Usually when I am with my mother, I am the mother, holding her and touching her as if she were my sick child. Today she asked me to lie next to her on her nursing home bed. I am her child again, filled with odd anticipation. We lie close together, our breath warming each other’s faces. My head shares her pillow and her limp arm drapes over my waist. Despite all reason, I feel protected by her, cradled by the raised metal bars and the thin white curtain drawn around us. In silence, we float together in the shifting, watery space where her mind dwells, somewhere close to dream. Ever so quietly and ever so slowly, she speaks. 
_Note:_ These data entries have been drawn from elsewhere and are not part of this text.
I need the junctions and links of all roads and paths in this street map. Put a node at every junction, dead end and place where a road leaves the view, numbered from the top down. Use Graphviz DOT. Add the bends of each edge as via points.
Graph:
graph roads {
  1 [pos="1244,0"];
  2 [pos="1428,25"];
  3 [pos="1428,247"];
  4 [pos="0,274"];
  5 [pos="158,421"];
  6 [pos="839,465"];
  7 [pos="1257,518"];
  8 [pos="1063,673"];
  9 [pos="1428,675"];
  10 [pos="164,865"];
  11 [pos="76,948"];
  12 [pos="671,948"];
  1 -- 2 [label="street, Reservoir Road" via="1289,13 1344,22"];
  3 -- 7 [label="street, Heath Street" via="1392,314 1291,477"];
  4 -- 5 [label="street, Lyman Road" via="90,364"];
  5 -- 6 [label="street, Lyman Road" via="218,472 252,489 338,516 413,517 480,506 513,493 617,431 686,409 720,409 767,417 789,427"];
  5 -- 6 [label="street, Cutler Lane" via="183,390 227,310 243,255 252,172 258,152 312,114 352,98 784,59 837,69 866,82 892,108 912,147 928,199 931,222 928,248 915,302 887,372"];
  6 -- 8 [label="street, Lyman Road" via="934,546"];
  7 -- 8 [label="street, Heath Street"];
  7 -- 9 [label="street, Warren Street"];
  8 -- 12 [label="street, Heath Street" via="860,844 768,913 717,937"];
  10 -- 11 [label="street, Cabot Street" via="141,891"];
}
"I'm glad you don't have to spend more time with me than you do. You spend too much now. As long as I lie quietly, I feel all right." 

I see that we are somewhere I have not been with my mother in many months. She is speaking in lucid sentences, rather than her usual disconnected ramblings. Her voice comes again, like a deep and distant oracle. 

"What a nice girl you are, Lanee. I wish you could have overheard what your dad said about you. You're basically such a good girl. I think you're going to have a good career and be successful, and it will turn out well and be worth all the effort. I'm not young anymore, and I can't live forever. I want you to have as much happiness as you can."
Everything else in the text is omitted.